This week's highlights: Cerners preparing to sell off part of its software portfolio, Sony will be releasing an OR integration system, and the New York Times describes the increasing number of prescription mistakes resulting from chain drugstores.
• A federal judge overrules a policy that places limits on the fees providers and businesses can charge patients when they request that their records be sent to a third party. The ruling raises questions about whether the OCR has the authority to revamp HIPAA.
• The CMS on Wednesday refreshed the overall hospital quality star ratings on Hospital Compare using the current methodology as it works to potentially change the program.
• Reuters names OxyContin manufacturer Purdue Pharma as the opioid vendor that paid Practice Fusion $1 million to program its EHR to encourage doctors to prescribe its products inappropriately.
• A San Diego judge ordered Johnson & Johnson to pay nearly $344 million in penalties for deceptively marketing pelvic mesh devices for women. Superior Court Judge Eddie Sturgeon ruled against the medical giant in a lawsuit brought in 2016 by the California Department of Justice.

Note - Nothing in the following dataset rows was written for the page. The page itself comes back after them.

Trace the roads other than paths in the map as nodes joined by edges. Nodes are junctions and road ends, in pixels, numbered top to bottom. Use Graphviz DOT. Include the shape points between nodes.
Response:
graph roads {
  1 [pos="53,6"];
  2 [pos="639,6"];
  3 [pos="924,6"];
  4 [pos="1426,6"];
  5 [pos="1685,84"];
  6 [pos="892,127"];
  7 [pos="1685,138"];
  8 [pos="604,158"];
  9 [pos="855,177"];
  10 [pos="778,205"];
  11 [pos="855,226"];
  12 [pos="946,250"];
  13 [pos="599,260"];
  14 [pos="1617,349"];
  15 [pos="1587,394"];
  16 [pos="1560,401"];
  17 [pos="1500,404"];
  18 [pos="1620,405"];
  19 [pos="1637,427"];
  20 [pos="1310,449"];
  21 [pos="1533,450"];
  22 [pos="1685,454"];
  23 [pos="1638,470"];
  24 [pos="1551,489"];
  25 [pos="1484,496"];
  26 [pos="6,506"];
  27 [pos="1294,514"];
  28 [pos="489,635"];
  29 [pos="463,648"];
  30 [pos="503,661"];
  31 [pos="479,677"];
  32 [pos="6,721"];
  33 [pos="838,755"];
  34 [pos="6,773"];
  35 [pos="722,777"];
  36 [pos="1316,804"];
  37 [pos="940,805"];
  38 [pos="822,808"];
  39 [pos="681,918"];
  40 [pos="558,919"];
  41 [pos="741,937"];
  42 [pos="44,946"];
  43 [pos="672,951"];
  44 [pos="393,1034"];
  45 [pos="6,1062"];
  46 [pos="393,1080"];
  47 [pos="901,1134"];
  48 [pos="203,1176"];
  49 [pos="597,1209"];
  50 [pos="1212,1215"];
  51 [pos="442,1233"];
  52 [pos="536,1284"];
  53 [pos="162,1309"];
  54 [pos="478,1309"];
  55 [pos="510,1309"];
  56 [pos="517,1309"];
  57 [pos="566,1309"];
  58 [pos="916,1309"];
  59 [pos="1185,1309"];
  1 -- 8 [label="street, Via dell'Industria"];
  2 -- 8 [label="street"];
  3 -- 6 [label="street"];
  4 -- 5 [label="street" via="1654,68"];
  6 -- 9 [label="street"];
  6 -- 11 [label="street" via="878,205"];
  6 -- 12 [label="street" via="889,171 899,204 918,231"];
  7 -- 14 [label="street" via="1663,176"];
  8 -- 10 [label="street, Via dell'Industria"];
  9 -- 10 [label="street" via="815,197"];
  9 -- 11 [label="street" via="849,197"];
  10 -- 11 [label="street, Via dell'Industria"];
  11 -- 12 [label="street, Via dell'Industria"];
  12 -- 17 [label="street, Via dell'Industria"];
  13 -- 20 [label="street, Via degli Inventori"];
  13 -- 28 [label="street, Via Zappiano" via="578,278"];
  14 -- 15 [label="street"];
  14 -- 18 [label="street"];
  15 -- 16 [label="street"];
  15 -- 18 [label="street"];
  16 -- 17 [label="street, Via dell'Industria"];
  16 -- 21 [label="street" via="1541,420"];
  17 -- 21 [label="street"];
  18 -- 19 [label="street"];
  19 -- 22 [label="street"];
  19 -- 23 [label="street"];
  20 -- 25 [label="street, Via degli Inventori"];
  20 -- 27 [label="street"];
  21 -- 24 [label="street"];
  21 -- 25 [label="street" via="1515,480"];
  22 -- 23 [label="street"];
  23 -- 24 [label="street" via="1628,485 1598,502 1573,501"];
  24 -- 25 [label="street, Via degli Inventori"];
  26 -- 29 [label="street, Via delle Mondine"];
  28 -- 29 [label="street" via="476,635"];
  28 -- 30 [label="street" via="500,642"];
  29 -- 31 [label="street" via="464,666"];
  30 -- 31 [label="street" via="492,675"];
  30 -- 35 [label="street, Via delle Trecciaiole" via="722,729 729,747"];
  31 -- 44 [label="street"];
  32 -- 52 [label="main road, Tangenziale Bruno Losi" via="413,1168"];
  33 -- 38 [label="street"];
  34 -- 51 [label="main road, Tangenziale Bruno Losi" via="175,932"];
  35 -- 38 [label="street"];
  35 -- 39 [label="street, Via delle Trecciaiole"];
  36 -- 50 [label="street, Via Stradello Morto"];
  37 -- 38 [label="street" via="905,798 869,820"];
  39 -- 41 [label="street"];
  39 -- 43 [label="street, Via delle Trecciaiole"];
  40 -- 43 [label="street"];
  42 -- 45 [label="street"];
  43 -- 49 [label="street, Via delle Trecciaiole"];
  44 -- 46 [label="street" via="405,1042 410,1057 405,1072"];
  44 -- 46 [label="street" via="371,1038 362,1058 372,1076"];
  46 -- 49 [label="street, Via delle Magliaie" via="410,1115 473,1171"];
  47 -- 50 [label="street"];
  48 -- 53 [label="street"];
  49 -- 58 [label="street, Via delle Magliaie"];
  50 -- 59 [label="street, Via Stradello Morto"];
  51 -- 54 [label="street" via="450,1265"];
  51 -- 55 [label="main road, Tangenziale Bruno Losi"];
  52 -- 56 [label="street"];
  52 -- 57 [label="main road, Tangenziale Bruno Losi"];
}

• Medicaid block grant guidance for the new Healthy Adult Opportunity initiative unveiled on Thursday would allow states to exclude some prescription drugs from their formularies, though the CMS in 2018 denied Massachusetts' request to employ a similar strategy.

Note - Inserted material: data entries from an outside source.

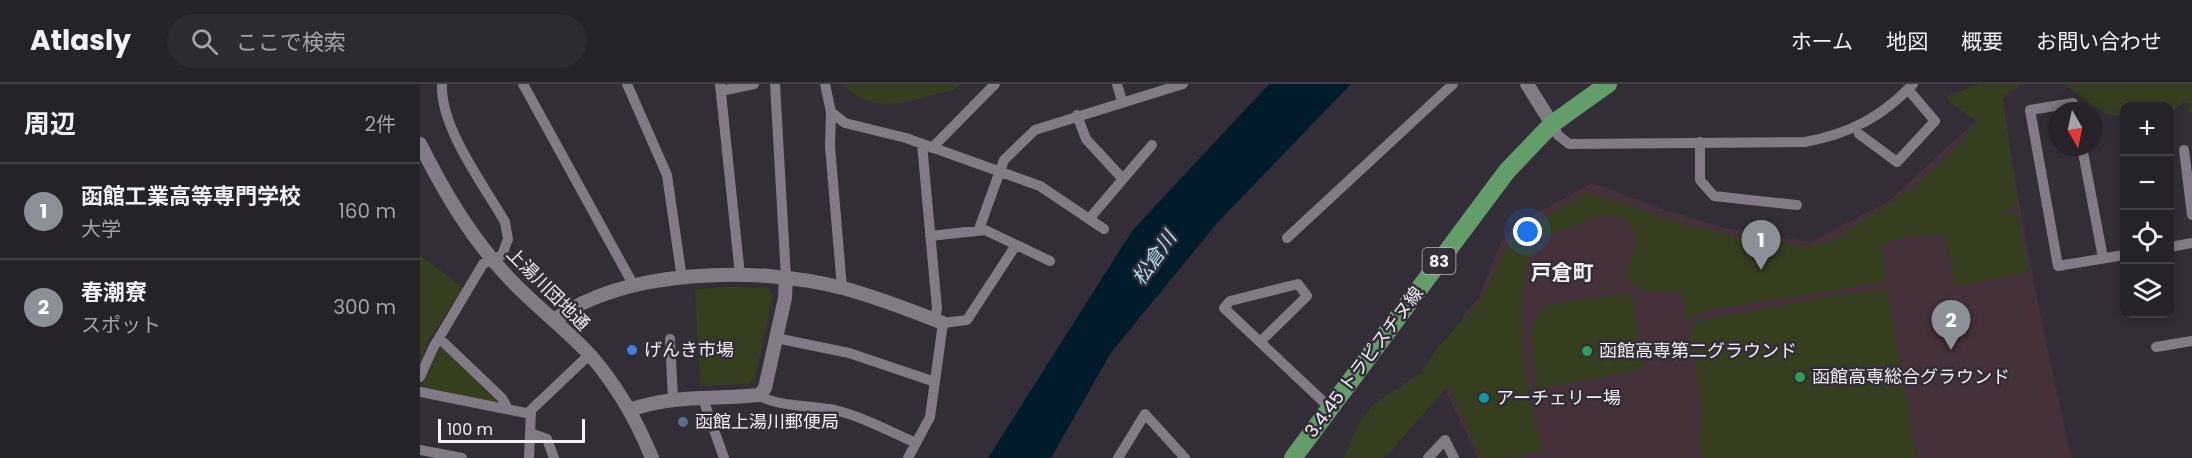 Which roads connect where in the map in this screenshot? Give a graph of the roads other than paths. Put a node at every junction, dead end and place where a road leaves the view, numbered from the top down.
1 (442, 84) edge
2 (523, 84) edge
3 (627, 84) edge
4 (754, 84) edge
5 (775, 84) edge
6 (825, 84) edge
7 (995, 84) edge
8 (1117, 84) edge
9 (1184, 84) edge
10 (1453, 84) edge
11 (1527, 84) edge
12 (1608, 84) edge
13 (720, 87) edge
14 (1164, 87) edge
15 (1912, 89) edge
16 (1122, 101) junction
17 (2048, 107) edge
18 (831, 112) junction
19 (1077, 115) junction
20 (1552, 124) junction
21 (1859, 134) dead end
22 (1700, 142) junction
23 (420, 144) edge
24 (933, 144) junction
25 (1152, 145) dead end
26 (2184, 150) dead end
27 (2084, 156) edge
28 (1001, 167) junction
29 (1122, 178) junction
30 (2190, 183) edge
31 (1797, 205) dead end
32 (2192, 215) edge
33 (1089, 219) junction
34 (1104, 229) dead end
35 (979, 230) junction
36 (930, 236) junction
37 (1287, 238) dead end
38 (2192, 243) edge
39 (1016, 245) junction
40 (2174, 246) edge
41 (2120, 256) edge
42 (2103, 258) junction
43 (492, 259) junction
44 (1050, 261) dead end
45 (740, 275) junction
46 (786, 278) junction
47 (682, 279) junction
48 (634, 286) junction
49 (842, 288) junction
50 (554, 320) junction
51 (939, 321) junction
52 (439, 338) junction
53 (776, 338) junction
54 (670, 339) dead end
55 (2192, 341) edge
56 (1260, 342) junction
57 (2156, 347) dead end
58 (589, 355) junction
59 (420, 377) edge
60 (935, 382) junction
61 (420, 392) edge
62 (759, 395) junction
63 (702, 396) junction
64 (673, 399) junction
65 (1330, 408) junction
66 (508, 409) junction
67 (629, 410) junction
68 (531, 414) junction
69 (530, 433) junction
70 (916, 443) junction
71 (420, 450) edge
72 (462, 458) edge
73 (529, 458) edge
74 (554, 458) edge
75 (652, 458) edge
76 (724, 458) edge
77 (908, 458) edge
78 (1118, 458) edge
79 (1185, 458) edge
80 (1293, 458) edge
81 (1428, 458) edge
82 (1454, 458) edge

1 - 43 street
2 - 48 street
3 - 47 street
4 - 13 street
5 - 46 street
6 - 18 street
7 - 24 street
8 - 16 street
9 - 14 street
10 - 37 street
11 - 20 street
12 - 20 main road, 3.4.45 トラピスチヌ線 / 83
13 - 45 street
14 - 16 street
15 - 21 street
15 - 22 street
16 - 19 street
17 - 42 street
18 - 24 street
18 - 49 street
19 - 28 street
19 - 29 street
20 - 22 street
20 - 65 main road, 3.4.45 トラピスチヌ線 / 83
22 - 31 street
23 - 43 street, 上湯川団地通
24 - 28 street
24 - 36 street
25 - 29 street
26 - 30 street
27 - 42 street
28 - 33 street
28 - 35 street
29 - 33 street
30 - 32 street
33 - 34 street
35 - 36 street
35 - 39 street
36 - 51 street
38 - 40 street
39 - 44 street
39 - 51 street
41 - 42 street
43 - 50 street, 上湯川団地通
43 - 52 street
45 - 46 street
45 - 47 street
46 - 49 street
46 - 53 street
47 - 48 street
48 - 50 street
49 - 51 street
50 - 58 street, 上湯川団地通
51 - 60 street
52 - 59 street
52 - 66 street
53 - 60 street
53 - 62 street
54 - 64 street
55 - 57 street
56 - 56 street
56 - 65 street
58 - 67 street, 上湯川団地通
58 - 68 street
60 - 70 street
61 - 66 street
62 - 63 street
62 - 70 street
63 - 64 street
63 - 76 street
64 - 67 street
65 - 80 main road, 3.4.45 トラピスチヌ線 / 83
66 - 68 street
67 - 75 street, 上湯川団地通
68 - 69 street
69 - 73 street
69 - 74 street
70 - 77 street
71 - 72 street
78 - 79 street
81 - 82 street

• Cerner is preparing to sell part of its software portfolio in Germany and Spain to CompuGroup Medical for $274.5 million, to support an ongoing effort to improve the company's operating margin.

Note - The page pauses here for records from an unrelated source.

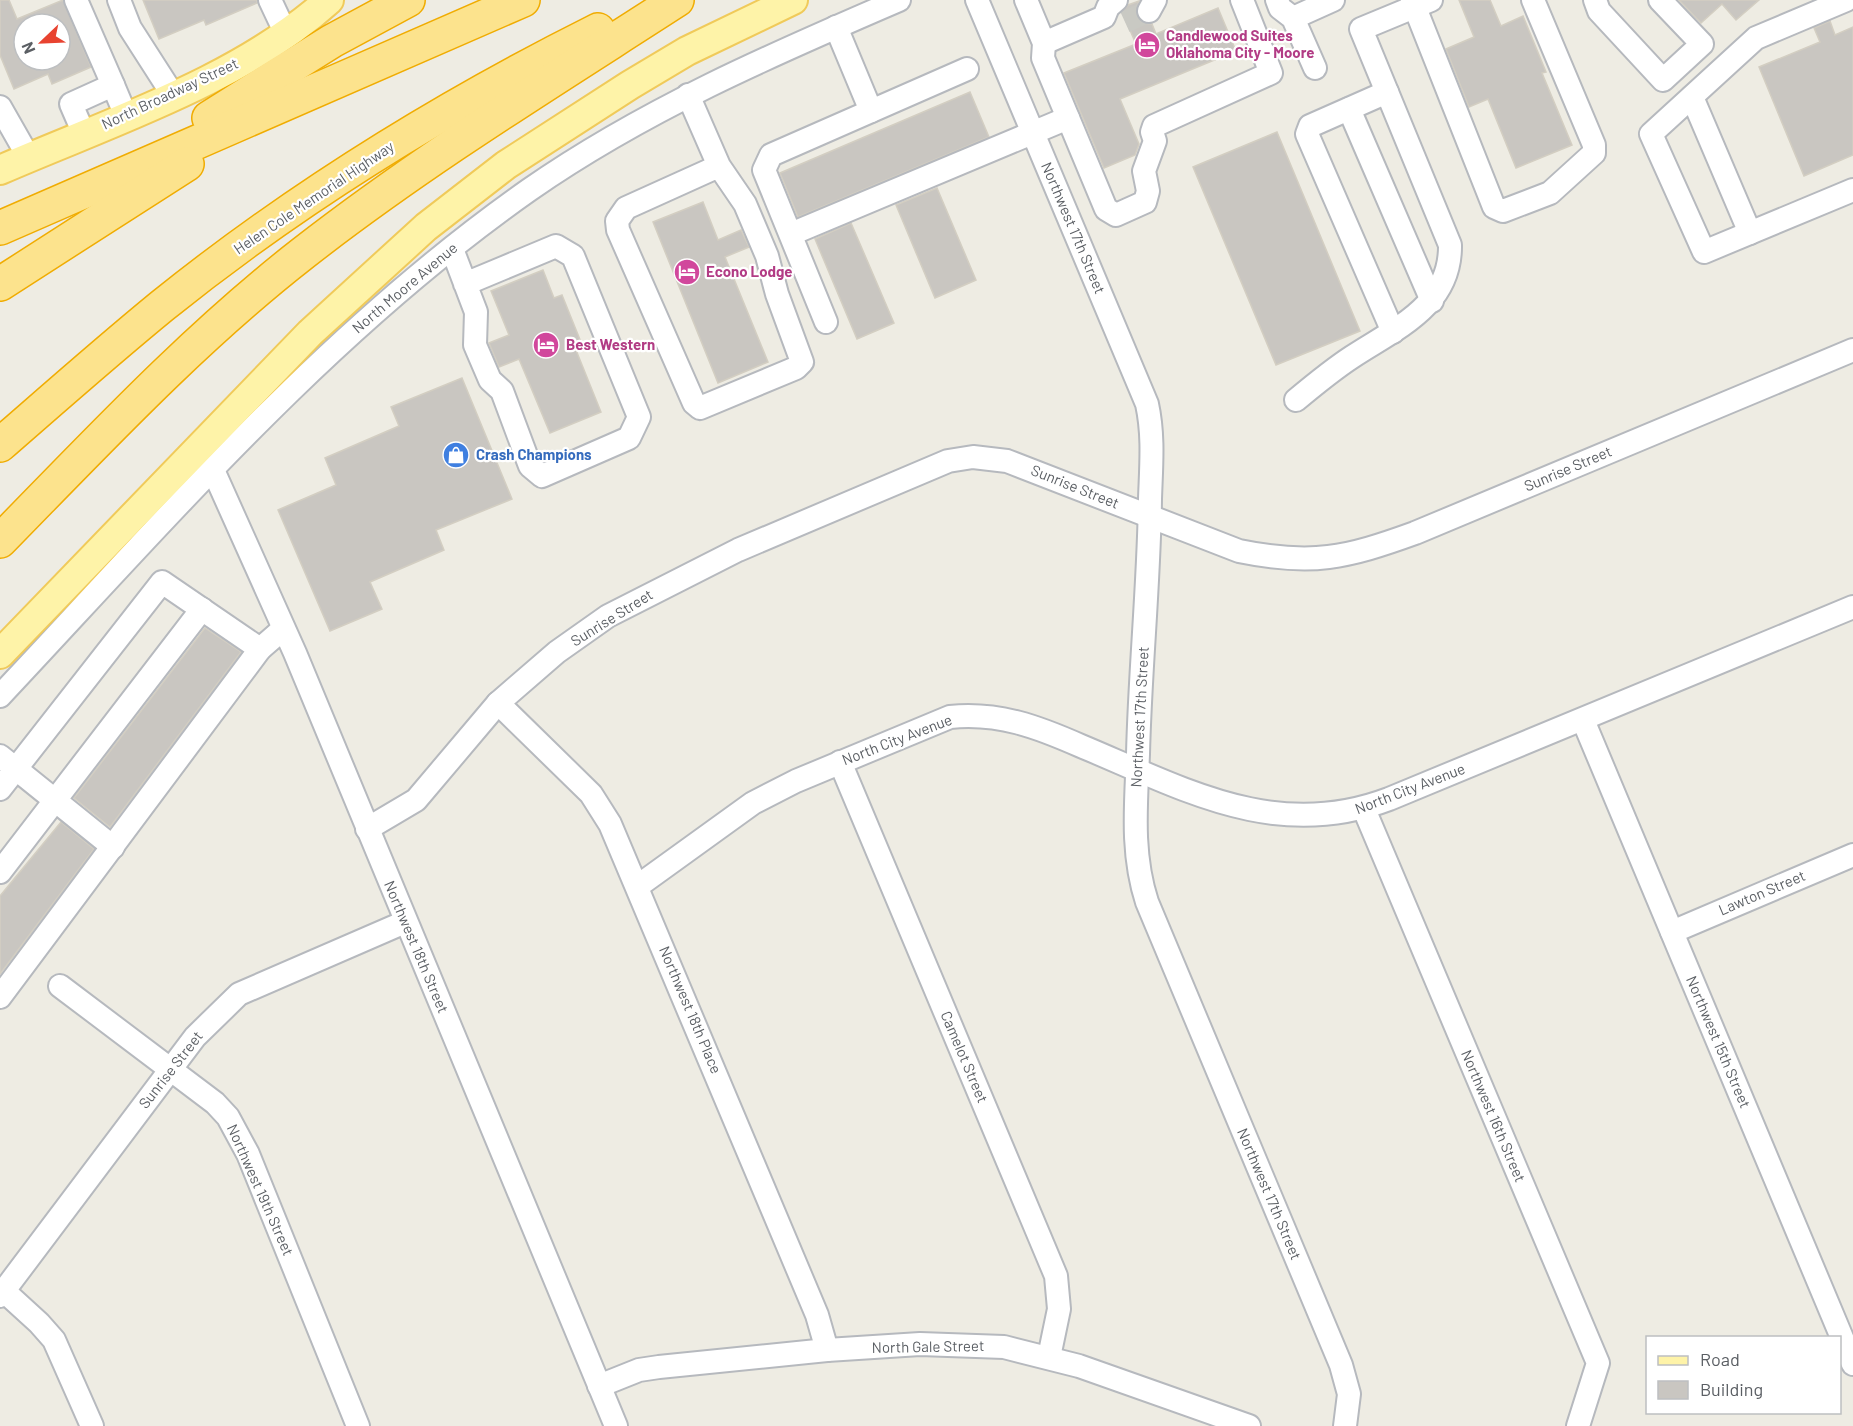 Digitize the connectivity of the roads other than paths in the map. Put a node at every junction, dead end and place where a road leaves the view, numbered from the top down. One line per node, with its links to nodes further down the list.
1 (76, 0): 29 (street)
2 (119, 0): 31 (street)
3 (270, 0): 24 (street)
4 (329, 0): 24 (main road, North Broadway Street)
5 (408, 0): 45 (highway)
6 (523, 0): 35 (highway)
7 (660, 0): 58 (highway, Helen Cole Memorial Highway)
8 (677, 0): 61 (highway)
9 (793, 0): 66 (main road)
10 (898, 0): 23 (street, North Moore Avenue)
11 (977, 0): 40 (street, Northwest 17th Street)
12 (1026, 0): 25 (street)
13 (1242, 0): 39 (street)
14 (1276, 0): 22 (street)
15 (1333, 0): 22 (street)
16 (1533, 0): 20 (street)
17 (1595, 0): 28 (street)
18 (1660, 0): 28 (street)
19 (1846, 0): 33 (street)
20 (1419, 2): 30 (street)
21 (1115, 13): 25 (street)
22 (1293, 18): 26 (street)
23 (836, 27): 32 (street, North Moore Avenue); 37 (street)
24 (286, 34): 31 (main road, North Broadway Street)
25 (1044, 43): 39 (street)
26 (1315, 68)
27 (967, 69): 37 (street)
28 (1663, 80): 33 (street)
29 (113, 85): 38 (street); 41 (street)
30 (1387, 92): 36 (street); 53 (street)
31 (173, 95): 38 (main road, North Broadway Street)
32 (688, 95): 43 (street); 50 (street, North Moore Avenue)
33 (1687, 101): 48 (street); 48 (street)
34 (0, 107): 42 (street)
35 (271, 109): 45 (highway); 51 (highway)
36 (1349, 109): 53 (street); 55 (street)
37 (871, 111): 49 (street)
38 (126, 116): 41 (main road, North Broadway Street)
39 (1068, 118): 40 (street)
40 (1033, 132): 49 (street); 60 (street, Northwest 17th Street)
41 (84, 134): 42 (main road, North Broadway Street)
42 (29, 158): 44 (main road, North Broadway Street)
43 (719, 166): 43 (street)
44 (0, 170)
45 (108, 181): 47 (highway)
46 (1853, 190): 48 (street)
47 (0, 228)
48 (1750, 233)
49 (790, 234): 54 (street)
50 (452, 249): 52 (street); 59 (street, North Moore Avenue)
51 (0, 284)
52 (465, 284): 52 (street)
53 (1432, 301): 55 (street)
54 (826, 322)
55 (1393, 332): 57 (street)
56 (1853, 350): 60 (street, Sunrise Street)
57 (1296, 399)
58 (0, 445)
59 (213, 470): 64 (street, Northwest 18th Street); 67 (street, North Moore Avenue)
60 (1150, 517): 68 (street, Sunrise Street); 72 (street, Northwest 17th Street)
61 (0, 541)
62 (1853, 607): 69 (street, North City Avenue)
63 (202, 609): 65 (street); 70 (street); 74 (street)
64 (284, 629): 65 (street); 76 (street, Northwest 18th Street)
65 (260, 649): 77 (street)
66 (0, 654)
67 (0, 696)
68 (498, 704): 76 (street, Sunrise Street); 80 (street, Northwest 18th Place)
69 (1584, 720): 75 (street, North City Avenue); 82 (street, Northwest 15th Street)
70 (8, 762): 73 (street); 74 (street)
71 (840, 762): 72 (street, North City Avenue); 80 (street, North City Avenue); 88 (street, Camelot Street)
72 (1137, 769): 75 (street, North City Avenue); 95 (street, Northwest 17th Street)
73 (0, 789)
74 (55, 800): 77 (street); 79 (street)
75 (1364, 809): 96 (street, Northwest 16th Street)
76 (367, 829): 81 (street, Northwest 18th Street)
77 (113, 847): 84 (street)
78 (1853, 855): 82 (street, Lawton Street)
79 (0, 872)
80 (638, 886): 87 (street, Northwest 18th Place)
81 (405, 922): 85 (street, Sunrise Street); 90 (street, Northwest 18th Street)
82 (1672, 932): 89 (street, Northwest 15th Street)
83 (60, 987): 85 (street, Northwest 19th Street)
84 (0, 997)
85 (171, 1069): 86 (street, Sunrise Street); 92 (street, Northwest 19th Street)
86 (2, 1294): 91 (street)
87 (827, 1350): 88 (street, North Gale Street); 90 (street, North Gale Street)
88 (1049, 1357): 94 (street, North Gale Street)
89 (1853, 1364)
90 (599, 1386): 93 (street, Northwest 18th Street)
91 (92, 1426)
92 (358, 1426)
93 (616, 1426)
94 (1249, 1426)
95 (1344, 1426)
96 (1578, 1426)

• Consumer genetic testing company Ancestry announces it will lay off 6% of its staff, following a similar move made by competitor 23andMe several weeks ago.
• Microsoft will devote $40 million to its AI for Health Initiative, a five-year project that will use artificial intelligence to help partner organizations study, prevent, and treat diseases; prepare for and protect against future pandemics; and reduce healthcare inequities.
• Sony received 510k clearance for its OR integration system, NUCLeUS, which allows surgeons to connect numerous instruments, screens and other applications to one platform.
• Intelligent Medical Objects adds coronavirus-related terminology to its content, including 15 new diagnosis descriptions that are mapped to ICD-10-CM and SNOMED CT codes for billing, reporting, triggering clinical decision support rules, and tracking cases.
• A bug meant that some people who exported their photos and videos stored in Google Photos between November 21st and November 25th, 2019 accidentally had private videos shared with strangers. The affected service, called Google Takeout, lets people download their data. Google apologized and said the issue had been fixed. It is emailing everyone who was affected by the breach with this letter.
• Google, YouTube, Twitter and Venmo have sent cease-and-desist letters to Clearview AI, a facial recognition app that scrapes images from websites and social media to help law enforcement.
• Healthgrades and MGMA analyze 4 million patient reviews to determine that the top subjects of positive and negative comments were related to skill and care quality, communication, and bedside manner.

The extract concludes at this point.